# Work to be completed
Below are the records; copy each line in which "Answer" can be found.

# Stored data

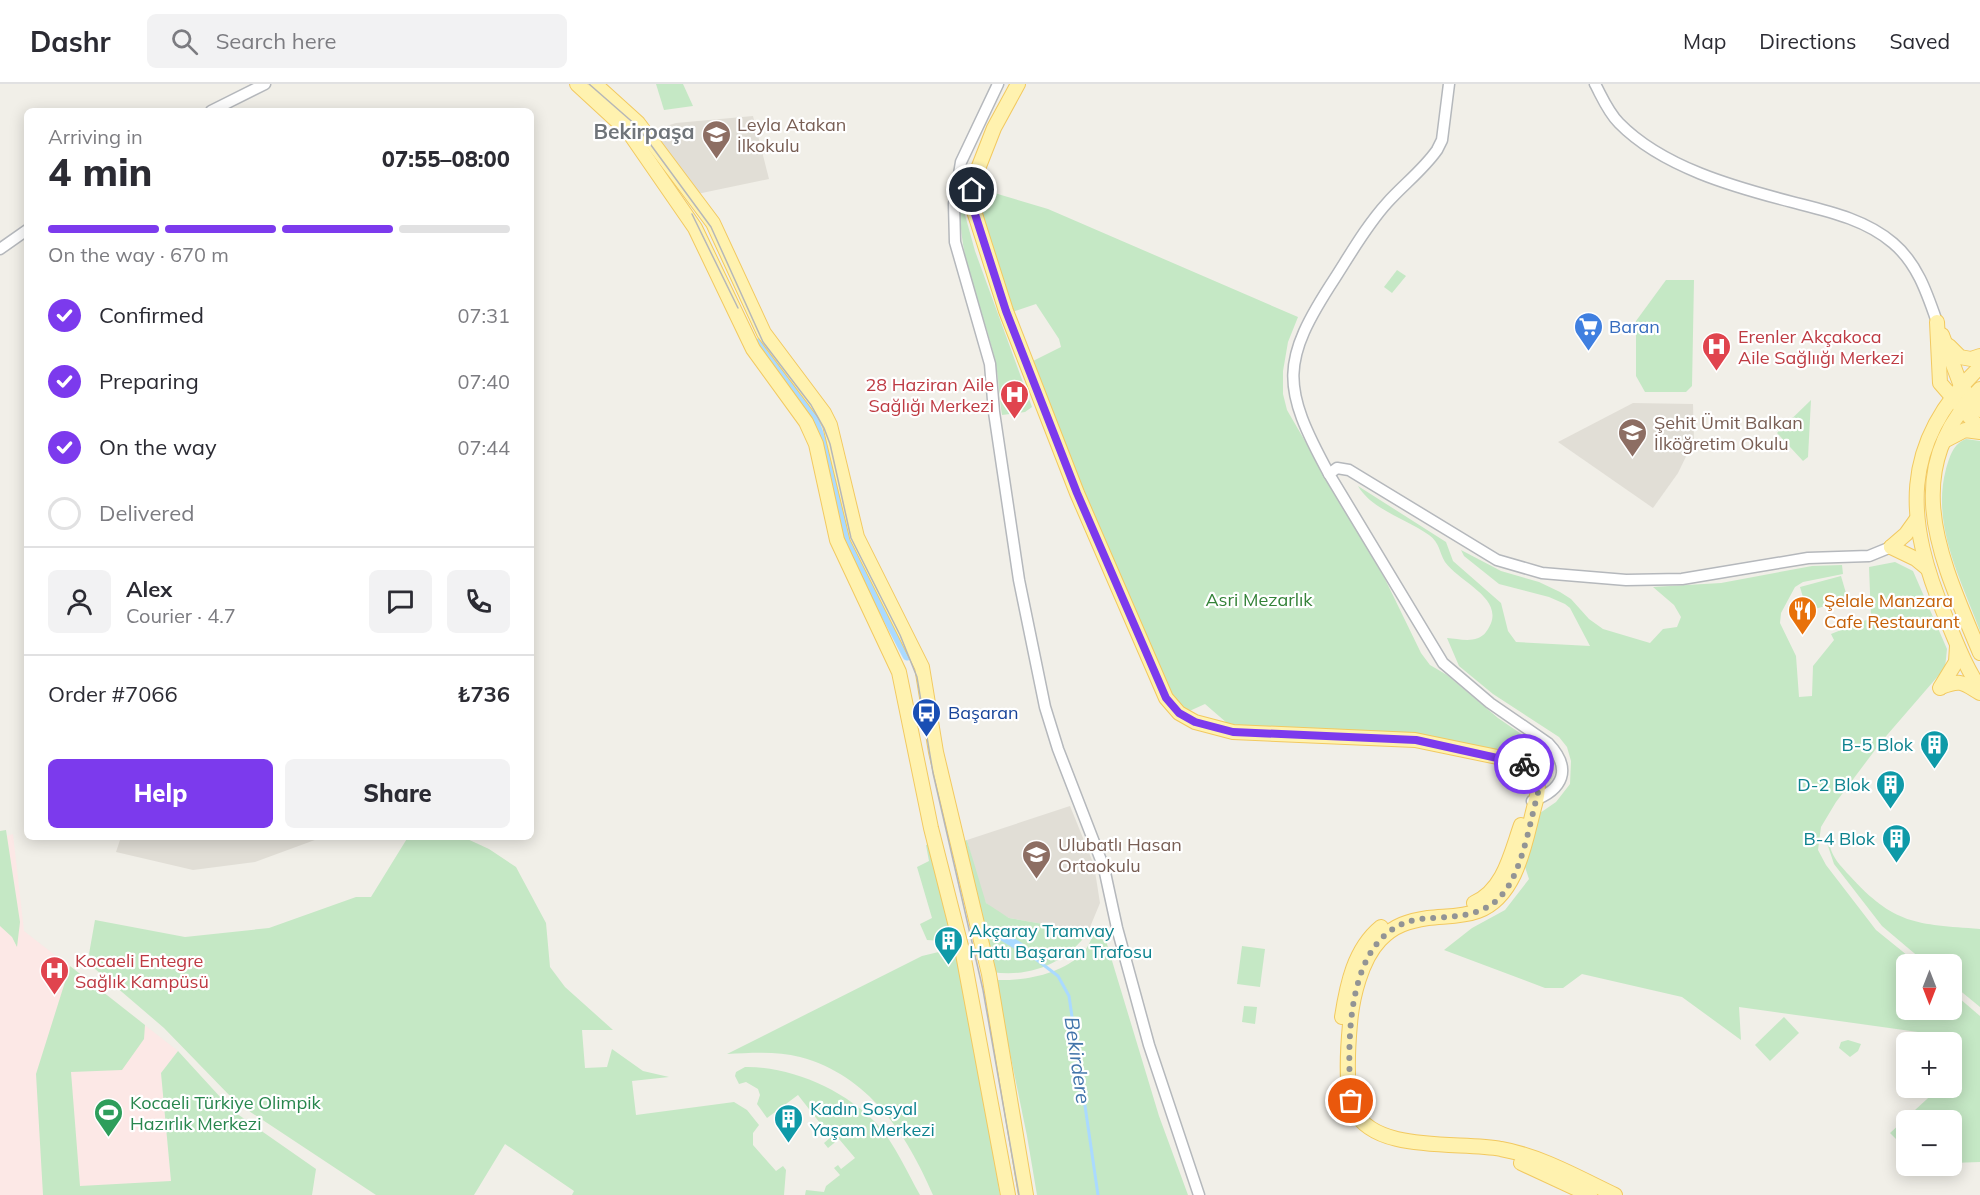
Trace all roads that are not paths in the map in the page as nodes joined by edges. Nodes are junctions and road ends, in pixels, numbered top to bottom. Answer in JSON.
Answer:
{"nodes":[{"id":1,"x":265,"y":84,"type":"edge"},
{"id":2,"x":578,"y":84,"type":"edge"},
{"id":3,"x":595,"y":84,"type":"edge"},
{"id":4,"x":998,"y":84,"type":"edge"},
{"id":5,"x":1011,"y":84,"type":"edge"},
{"id":6,"x":1018,"y":84,"type":"edge"},
{"id":7,"x":1449,"y":84,"type":"edge"},
{"id":8,"x":1595,"y":84,"type":"edge"},
{"id":9,"x":217,"y":108,"type":"edge"},
{"id":10,"x":24,"y":233,"type":"edge"},
{"id":11,"x":0,"y":249,"type":"edge"},
{"id":12,"x":1939,"y":327,"type":"junction"},
{"id":13,"x":1980,"y":356,"type":"edge"},
{"id":14,"x":1980,"y":367,"type":"edge"},
{"id":15,"x":1939,"y":368,"type":"junction"},
{"id":16,"x":1961,"y":387,"type":"junction"},
{"id":17,"x":1951,"y":398,"type":"junction"},
{"id":18,"x":1971,"y":398,"type":"edge"},
{"id":19,"x":1980,"y":410,"type":"edge"},
{"id":20,"x":1934,"y":423,"type":"junction"},
{"id":21,"x":1980,"y":430,"type":"edge"},
{"id":22,"x":1944,"y":441,"type":"junction"},
{"id":23,"x":1329,"y":474,"type":"junction"},
{"id":24,"x":1916,"y":520,"type":"junction"},
{"id":25,"x":1890,"y":547,"type":"junction"},
{"id":26,"x":1928,"y":569,"type":"junction"},
{"id":27,"x":1957,"y":644,"type":"junction"},
{"id":28,"x":1980,"y":653,"type":"edge"},
{"id":29,"x":1980,"y":688,"type":"edge"},
{"id":30,"x":1980,"y":693,"type":"edge"},
{"id":31,"x":1533,"y":801,"type":"junction"},
{"id":32,"x":1008,"y":1195,"type":"edge"},
{"id":33,"x":1026,"y":1195,"type":"edge"},
{"id":34,"x":1199,"y":1195,"type":"edge"},
{"id":35,"x":1590,"y":1195,"type":"edge"},
{"id":36,"x":1615,"y":1195,"type":"edge"}],
"edges":[{"from":1,"to":9,"type":"street"},
{"from":2,"to":32,"type":"main road"},
{"from":3,"to":33,"type":"main road"},
{"from":4,"to":34,"type":"street"},
{"from":5,"to":31,"type":"main road"},
{"from":6,"to":31,"type":"main road"},
{"from":7,"to":23,"type":"street"},
{"from":8,"to":12,"type":"street"},
{"from":10,"to":11,"type":"street"},
{"from":12,"to":13,"type":"main road"},
{"from":12,"to":15,"type":"main road"},
{"from":12,"to":16,"type":"main road"},
{"from":14,"to":16,"type":"main road"},
{"from":15,"to":17,"type":"main road"},
{"from":15,"to":20,"type":"main road"},
{"from":16,"to":17,"type":"main road"},
{"from":16,"to":18,"type":"main road"},
{"from":17,"to":18,"type":"main road"},
{"from":17,"to":20,"type":"main road"},
{"from":18,"to":19,"type":"main road"},
{"from":18,"to":21,"type":"main road"},
{"from":18,"to":22,"type":"main road"},
{"from":20,"to":24,"type":"main road"},
{"from":21,"to":22,"type":"main road"},
{"from":22,"to":28,"type":"main road"},
{"from":23,"to":25,"type":"street"},
{"from":23,"to":31,"type":"street"},
{"from":24,"to":25,"type":"main road"},
{"from":24,"to":26,"type":"main road"},
{"from":25,"to":26,"type":"main road"},
{"from":26,"to":27,"type":"main road"},
{"from":27,"to":29,"type":"main road"},
{"from":27,"to":30,"type":"main road"},
{"from":31,"to":35,"type":"main road"},
{"from":31,"to":36,"type":"main road"}]}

# Response for this exercise
Trace all roads that are not paths in the map in the page as nodes joined by edges. Nodes are junctions and road ends, in pixels, numbered top to bottom. Answer in JSON.
Answer:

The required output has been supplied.